• Required work:
Your answer should consist of each line below that includes the word "Poplar".

• Data supplied:
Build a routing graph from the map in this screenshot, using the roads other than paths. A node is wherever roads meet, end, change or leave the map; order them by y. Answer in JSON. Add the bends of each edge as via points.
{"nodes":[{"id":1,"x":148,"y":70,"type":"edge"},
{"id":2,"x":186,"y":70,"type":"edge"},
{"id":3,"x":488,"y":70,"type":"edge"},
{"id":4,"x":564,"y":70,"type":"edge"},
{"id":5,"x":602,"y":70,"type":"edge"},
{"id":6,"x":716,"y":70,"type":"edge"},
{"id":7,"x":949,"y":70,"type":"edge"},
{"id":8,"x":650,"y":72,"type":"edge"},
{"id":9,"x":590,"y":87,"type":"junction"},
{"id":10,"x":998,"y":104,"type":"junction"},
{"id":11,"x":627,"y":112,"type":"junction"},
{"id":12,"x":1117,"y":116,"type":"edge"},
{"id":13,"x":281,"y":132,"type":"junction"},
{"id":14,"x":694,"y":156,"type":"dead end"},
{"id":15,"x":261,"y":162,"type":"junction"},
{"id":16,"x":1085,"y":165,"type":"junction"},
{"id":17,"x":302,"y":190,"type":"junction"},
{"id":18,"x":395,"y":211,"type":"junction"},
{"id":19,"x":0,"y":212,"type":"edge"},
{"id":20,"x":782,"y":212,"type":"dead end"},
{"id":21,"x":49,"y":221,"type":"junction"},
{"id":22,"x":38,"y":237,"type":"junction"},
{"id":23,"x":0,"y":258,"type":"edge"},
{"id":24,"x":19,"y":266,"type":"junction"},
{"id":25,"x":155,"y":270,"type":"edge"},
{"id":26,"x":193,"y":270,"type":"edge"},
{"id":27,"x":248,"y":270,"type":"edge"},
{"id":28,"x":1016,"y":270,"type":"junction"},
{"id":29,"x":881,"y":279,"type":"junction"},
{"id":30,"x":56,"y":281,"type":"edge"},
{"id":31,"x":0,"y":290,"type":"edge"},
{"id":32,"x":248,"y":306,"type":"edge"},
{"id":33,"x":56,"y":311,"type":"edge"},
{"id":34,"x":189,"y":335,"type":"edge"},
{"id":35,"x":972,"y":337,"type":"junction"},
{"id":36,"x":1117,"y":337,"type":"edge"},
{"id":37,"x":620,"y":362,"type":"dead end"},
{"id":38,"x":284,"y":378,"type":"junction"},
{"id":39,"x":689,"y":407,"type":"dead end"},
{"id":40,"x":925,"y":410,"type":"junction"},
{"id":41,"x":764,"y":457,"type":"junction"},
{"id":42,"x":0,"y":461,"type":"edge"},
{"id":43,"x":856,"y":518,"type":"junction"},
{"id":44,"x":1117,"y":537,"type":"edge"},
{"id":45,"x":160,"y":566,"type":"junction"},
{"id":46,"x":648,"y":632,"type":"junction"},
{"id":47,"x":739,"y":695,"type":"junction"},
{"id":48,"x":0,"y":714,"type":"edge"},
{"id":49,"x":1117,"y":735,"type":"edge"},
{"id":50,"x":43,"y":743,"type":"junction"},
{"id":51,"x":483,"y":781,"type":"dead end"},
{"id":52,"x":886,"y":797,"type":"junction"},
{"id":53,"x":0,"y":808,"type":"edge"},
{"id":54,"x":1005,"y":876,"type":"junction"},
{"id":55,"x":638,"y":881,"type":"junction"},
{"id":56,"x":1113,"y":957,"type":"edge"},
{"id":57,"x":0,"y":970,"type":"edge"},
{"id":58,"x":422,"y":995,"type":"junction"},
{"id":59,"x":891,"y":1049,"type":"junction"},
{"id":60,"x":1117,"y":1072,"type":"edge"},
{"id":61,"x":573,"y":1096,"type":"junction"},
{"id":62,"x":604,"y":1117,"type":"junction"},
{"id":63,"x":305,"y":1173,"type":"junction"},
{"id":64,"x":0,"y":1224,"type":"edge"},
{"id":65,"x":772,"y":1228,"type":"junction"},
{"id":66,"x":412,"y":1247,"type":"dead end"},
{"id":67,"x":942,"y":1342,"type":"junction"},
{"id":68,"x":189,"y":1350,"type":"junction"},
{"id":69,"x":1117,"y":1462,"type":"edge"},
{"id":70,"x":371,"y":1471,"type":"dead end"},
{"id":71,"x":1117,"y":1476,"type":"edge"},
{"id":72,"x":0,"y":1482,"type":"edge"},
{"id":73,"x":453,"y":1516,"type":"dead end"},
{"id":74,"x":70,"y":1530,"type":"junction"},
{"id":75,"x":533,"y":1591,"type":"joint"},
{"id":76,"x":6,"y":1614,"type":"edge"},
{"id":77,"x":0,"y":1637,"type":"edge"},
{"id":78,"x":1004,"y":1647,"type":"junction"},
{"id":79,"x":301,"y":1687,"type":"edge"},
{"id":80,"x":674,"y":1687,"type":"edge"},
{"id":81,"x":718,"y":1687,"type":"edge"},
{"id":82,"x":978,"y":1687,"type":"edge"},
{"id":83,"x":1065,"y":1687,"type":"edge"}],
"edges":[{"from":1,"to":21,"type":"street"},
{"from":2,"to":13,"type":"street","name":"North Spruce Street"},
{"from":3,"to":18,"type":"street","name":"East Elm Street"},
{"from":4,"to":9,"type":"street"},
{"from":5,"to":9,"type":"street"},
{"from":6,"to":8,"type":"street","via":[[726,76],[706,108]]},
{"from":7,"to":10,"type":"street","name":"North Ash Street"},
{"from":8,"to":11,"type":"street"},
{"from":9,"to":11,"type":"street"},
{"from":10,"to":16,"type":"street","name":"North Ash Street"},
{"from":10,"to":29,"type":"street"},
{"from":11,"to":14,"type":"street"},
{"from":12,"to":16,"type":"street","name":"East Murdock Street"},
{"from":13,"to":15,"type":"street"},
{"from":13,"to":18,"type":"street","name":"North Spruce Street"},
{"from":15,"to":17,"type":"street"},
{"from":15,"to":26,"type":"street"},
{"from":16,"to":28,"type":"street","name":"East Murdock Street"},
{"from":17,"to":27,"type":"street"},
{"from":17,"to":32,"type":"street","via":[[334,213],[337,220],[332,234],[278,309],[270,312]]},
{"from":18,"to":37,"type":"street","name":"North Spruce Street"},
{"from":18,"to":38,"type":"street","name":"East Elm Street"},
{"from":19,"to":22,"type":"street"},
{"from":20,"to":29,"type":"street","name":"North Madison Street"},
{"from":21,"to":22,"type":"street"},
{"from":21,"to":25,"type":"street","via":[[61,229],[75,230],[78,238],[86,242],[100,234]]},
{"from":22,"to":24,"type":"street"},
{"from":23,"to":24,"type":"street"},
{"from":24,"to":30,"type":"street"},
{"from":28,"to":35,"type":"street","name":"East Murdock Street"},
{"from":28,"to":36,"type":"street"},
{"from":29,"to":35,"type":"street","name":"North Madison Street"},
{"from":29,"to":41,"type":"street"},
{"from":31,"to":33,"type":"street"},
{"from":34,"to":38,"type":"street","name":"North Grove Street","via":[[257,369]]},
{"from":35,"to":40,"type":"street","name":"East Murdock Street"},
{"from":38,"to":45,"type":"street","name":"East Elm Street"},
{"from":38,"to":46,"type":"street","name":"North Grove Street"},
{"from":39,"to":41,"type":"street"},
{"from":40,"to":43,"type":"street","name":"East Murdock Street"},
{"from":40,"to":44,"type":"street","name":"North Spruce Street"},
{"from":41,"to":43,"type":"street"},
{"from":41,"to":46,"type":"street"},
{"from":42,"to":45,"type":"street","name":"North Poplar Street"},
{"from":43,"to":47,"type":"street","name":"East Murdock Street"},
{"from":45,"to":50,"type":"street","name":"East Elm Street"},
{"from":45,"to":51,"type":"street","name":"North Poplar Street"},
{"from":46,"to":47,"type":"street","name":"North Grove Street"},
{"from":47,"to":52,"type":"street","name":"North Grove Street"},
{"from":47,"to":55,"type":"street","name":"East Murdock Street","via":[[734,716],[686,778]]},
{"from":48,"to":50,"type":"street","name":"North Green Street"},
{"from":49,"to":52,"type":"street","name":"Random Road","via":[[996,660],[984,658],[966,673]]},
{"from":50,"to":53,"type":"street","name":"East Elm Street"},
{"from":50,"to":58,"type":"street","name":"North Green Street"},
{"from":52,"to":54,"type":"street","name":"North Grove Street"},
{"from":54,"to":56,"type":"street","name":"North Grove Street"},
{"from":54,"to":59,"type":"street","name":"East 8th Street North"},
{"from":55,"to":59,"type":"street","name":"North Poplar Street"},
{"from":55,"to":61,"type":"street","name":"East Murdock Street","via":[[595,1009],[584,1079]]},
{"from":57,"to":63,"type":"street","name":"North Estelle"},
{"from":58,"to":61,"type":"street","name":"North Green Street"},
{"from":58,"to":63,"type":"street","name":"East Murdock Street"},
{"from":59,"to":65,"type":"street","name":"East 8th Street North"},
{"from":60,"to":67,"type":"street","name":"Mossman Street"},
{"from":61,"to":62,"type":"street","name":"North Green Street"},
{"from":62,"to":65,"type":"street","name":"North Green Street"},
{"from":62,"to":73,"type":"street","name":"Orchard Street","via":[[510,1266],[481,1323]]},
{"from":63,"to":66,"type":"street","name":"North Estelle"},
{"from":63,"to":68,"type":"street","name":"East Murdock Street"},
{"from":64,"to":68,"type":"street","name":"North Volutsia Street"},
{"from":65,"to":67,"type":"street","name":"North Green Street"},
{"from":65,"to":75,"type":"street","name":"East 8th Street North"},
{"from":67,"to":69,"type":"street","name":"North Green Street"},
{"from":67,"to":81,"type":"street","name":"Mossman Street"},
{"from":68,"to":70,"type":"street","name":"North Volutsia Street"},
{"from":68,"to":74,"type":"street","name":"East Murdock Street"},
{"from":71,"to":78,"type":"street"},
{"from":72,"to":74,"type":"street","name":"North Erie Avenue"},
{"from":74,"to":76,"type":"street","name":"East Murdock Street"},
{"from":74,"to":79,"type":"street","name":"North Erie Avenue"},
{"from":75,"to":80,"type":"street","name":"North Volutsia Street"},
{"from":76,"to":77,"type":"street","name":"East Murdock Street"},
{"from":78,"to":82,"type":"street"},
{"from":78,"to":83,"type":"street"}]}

• Reply:
{"from":42,"to":45,"type":"street","name":"North Poplar Street"},
{"from":45,"to":51,"type":"street","name":"North Poplar Street"},
{"from":55,"to":59,"type":"street","name":"North Poplar Street"},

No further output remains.